### Required action
A line belongs in the answer if it contains "Eden"; copy every such line from the entries below.

[Extracted data entries]
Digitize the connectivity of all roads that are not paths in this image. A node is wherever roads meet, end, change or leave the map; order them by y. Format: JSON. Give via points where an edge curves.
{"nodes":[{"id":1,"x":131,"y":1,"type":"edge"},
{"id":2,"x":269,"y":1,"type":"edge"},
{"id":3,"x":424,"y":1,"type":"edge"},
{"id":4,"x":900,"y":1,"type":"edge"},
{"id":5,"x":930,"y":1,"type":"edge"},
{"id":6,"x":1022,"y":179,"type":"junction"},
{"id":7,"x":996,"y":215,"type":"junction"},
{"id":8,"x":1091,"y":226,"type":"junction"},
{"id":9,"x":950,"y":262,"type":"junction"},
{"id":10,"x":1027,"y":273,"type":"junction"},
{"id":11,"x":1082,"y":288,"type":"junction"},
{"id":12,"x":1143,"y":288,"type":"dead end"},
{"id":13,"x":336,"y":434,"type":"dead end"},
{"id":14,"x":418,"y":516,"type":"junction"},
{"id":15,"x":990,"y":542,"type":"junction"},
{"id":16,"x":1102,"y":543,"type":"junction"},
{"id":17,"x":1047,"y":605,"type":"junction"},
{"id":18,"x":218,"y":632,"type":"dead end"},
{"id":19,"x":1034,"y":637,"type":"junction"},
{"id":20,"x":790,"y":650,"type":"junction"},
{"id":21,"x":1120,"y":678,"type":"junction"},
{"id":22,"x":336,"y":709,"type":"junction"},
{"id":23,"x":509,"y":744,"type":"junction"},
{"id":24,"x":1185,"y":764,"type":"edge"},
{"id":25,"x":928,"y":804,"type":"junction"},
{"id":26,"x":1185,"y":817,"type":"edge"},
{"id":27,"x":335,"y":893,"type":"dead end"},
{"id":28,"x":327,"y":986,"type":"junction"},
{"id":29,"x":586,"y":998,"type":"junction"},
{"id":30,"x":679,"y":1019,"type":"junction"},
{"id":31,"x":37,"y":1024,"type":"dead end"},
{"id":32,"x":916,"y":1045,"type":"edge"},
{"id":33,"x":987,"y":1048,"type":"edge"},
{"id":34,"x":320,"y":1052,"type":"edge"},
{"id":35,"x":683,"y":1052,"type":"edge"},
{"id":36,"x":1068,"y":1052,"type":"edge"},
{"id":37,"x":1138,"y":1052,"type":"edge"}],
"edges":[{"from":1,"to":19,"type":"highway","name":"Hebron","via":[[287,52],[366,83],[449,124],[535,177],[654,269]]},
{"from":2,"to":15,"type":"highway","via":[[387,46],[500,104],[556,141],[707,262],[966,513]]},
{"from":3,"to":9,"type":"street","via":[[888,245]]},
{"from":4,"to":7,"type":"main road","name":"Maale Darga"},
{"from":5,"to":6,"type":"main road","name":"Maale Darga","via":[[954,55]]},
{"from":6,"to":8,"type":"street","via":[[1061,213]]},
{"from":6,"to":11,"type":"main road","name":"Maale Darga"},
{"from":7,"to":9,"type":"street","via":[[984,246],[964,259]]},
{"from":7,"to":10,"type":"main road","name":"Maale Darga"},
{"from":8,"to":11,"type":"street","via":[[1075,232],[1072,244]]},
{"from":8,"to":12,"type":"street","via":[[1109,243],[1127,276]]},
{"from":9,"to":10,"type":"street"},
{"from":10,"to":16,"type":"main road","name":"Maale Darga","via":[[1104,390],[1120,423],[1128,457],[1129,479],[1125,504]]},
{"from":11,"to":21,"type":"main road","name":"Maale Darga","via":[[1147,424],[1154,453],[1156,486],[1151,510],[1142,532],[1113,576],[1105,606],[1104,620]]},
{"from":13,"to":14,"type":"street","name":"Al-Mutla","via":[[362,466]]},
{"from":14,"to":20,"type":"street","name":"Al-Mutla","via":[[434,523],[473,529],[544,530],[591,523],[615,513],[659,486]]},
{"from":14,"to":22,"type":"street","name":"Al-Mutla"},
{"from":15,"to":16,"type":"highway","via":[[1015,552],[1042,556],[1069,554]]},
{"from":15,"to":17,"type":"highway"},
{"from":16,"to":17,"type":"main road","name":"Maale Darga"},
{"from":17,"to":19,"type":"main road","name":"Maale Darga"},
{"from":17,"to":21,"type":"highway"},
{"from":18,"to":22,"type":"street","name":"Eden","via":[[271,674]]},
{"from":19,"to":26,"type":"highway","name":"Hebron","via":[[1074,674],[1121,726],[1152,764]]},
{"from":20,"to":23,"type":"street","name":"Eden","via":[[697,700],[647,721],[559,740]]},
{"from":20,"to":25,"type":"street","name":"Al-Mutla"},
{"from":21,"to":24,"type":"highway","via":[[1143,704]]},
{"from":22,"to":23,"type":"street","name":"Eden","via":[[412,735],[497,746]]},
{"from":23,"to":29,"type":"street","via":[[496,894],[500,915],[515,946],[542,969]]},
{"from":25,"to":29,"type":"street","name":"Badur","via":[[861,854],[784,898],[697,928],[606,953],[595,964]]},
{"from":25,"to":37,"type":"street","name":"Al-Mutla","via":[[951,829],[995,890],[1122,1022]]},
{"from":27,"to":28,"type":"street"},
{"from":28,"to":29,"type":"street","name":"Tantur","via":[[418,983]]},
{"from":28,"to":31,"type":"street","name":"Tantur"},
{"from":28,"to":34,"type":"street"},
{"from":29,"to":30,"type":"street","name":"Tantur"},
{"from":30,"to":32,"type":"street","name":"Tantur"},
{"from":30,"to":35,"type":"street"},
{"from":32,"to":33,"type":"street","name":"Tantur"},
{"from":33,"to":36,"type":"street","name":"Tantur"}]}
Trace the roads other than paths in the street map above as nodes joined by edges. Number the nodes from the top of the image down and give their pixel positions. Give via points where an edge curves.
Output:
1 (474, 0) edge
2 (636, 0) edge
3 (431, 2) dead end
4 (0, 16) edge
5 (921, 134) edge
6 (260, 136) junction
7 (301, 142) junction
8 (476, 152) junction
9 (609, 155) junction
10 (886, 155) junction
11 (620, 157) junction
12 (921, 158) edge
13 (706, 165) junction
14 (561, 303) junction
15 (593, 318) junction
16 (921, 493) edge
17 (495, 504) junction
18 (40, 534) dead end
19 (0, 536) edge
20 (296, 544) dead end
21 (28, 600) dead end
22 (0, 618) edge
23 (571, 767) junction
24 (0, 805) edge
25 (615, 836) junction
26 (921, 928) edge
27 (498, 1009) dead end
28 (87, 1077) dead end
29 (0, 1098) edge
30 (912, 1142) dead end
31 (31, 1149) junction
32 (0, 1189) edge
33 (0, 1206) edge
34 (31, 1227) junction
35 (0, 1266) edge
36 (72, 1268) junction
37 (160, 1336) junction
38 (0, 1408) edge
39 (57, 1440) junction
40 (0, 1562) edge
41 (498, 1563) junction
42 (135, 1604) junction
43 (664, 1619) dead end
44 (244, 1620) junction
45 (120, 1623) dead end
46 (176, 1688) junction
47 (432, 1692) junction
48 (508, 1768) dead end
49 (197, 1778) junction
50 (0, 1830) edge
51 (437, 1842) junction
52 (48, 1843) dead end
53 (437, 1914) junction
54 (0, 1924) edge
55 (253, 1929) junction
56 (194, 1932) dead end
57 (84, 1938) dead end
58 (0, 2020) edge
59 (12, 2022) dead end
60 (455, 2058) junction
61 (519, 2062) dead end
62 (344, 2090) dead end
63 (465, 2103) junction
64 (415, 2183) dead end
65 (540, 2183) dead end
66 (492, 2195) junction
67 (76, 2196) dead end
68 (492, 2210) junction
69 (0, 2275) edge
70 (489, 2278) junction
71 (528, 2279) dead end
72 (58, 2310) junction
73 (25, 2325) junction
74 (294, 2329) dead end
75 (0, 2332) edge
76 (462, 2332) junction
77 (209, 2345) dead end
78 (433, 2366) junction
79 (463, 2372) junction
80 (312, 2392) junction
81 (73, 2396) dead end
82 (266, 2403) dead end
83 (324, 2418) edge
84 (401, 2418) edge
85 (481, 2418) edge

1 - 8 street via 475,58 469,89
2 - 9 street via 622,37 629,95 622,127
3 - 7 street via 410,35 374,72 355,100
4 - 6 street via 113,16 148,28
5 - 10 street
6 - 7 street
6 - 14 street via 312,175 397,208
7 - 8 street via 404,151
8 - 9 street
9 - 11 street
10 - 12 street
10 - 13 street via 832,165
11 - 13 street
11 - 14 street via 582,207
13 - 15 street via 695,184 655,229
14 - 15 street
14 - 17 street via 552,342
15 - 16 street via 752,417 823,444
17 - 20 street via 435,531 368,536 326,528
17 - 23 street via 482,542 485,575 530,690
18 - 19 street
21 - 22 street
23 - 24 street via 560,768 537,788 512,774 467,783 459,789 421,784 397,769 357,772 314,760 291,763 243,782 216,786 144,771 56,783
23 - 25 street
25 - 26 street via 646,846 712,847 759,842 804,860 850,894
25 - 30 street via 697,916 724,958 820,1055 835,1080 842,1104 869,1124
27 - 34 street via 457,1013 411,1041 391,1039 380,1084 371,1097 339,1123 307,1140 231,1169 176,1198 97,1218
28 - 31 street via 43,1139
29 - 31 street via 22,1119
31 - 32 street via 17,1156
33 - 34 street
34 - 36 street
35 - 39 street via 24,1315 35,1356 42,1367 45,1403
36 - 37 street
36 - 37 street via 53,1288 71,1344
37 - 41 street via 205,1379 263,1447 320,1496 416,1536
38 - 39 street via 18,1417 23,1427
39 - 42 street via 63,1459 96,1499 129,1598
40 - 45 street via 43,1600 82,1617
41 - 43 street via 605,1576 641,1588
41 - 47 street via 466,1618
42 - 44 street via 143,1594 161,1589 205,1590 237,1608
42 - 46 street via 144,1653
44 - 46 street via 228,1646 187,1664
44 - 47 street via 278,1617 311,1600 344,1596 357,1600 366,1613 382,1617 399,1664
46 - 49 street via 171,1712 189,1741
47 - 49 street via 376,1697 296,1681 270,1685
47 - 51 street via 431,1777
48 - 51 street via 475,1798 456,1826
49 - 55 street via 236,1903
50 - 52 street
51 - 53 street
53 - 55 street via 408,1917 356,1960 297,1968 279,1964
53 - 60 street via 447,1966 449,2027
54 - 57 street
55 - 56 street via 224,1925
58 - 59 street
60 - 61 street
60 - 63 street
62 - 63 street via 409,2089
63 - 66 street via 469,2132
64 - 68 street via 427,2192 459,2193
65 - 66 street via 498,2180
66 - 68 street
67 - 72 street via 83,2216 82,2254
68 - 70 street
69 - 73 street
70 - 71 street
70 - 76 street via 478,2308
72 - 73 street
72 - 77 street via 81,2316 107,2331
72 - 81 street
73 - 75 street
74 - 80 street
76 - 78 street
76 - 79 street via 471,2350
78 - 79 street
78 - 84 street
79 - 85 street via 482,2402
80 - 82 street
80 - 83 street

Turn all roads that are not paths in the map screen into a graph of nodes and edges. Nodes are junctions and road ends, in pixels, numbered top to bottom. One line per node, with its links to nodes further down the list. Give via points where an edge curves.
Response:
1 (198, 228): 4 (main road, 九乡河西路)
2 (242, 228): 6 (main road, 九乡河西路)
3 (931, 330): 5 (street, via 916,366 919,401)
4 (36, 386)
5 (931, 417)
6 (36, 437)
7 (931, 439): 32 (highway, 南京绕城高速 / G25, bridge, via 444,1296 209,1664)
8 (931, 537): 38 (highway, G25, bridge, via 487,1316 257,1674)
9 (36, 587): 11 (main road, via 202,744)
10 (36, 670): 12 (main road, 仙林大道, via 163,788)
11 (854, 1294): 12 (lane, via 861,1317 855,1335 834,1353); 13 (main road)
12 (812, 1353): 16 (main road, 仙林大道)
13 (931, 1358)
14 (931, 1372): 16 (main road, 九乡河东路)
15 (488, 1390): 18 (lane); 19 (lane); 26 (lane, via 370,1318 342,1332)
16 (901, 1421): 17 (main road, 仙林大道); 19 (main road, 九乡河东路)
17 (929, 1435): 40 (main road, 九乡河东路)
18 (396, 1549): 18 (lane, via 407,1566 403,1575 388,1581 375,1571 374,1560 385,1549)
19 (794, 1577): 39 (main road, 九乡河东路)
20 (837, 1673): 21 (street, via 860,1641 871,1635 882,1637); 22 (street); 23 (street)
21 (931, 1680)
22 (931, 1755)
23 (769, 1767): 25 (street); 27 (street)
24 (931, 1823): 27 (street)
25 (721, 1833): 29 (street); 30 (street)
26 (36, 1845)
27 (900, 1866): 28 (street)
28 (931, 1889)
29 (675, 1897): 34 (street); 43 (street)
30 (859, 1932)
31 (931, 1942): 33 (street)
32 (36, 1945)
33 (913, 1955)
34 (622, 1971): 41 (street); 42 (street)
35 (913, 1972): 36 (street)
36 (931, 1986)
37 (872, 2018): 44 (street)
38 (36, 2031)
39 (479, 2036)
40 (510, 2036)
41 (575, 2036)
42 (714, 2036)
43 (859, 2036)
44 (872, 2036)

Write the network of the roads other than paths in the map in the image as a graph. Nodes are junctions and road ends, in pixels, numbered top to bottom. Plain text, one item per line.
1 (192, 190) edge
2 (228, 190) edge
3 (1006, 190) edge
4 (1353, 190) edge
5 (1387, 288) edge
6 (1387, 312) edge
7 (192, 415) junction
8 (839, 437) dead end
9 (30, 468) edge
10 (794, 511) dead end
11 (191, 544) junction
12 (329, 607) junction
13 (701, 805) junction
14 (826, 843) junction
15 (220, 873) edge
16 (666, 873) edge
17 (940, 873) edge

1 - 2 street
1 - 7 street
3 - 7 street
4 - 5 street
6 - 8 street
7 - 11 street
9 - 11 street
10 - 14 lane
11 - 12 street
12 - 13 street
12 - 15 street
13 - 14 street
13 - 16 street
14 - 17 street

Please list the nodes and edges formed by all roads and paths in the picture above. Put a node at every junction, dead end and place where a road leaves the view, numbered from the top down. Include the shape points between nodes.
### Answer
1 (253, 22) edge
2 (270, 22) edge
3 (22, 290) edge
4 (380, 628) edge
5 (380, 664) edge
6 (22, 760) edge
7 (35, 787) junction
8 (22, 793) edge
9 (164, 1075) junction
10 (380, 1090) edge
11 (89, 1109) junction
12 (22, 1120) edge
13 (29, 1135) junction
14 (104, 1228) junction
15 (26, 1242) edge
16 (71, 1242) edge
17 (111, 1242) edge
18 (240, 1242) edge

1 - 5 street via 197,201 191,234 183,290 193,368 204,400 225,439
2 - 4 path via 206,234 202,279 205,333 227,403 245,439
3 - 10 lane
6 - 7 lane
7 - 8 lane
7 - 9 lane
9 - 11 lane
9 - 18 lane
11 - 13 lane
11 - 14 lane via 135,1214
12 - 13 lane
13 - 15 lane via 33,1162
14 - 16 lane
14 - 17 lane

### Exercise solution
{"from":18,"to":22,"type":"street","name":"Eden","via":[[271,674]]},
{"from":20,"to":23,"type":"street","name":"Eden","via":[[697,700],[647,721],[559,740]]},
{"from":22,"to":23,"type":"street","name":"Eden","via":[[412,735],[497,746]]},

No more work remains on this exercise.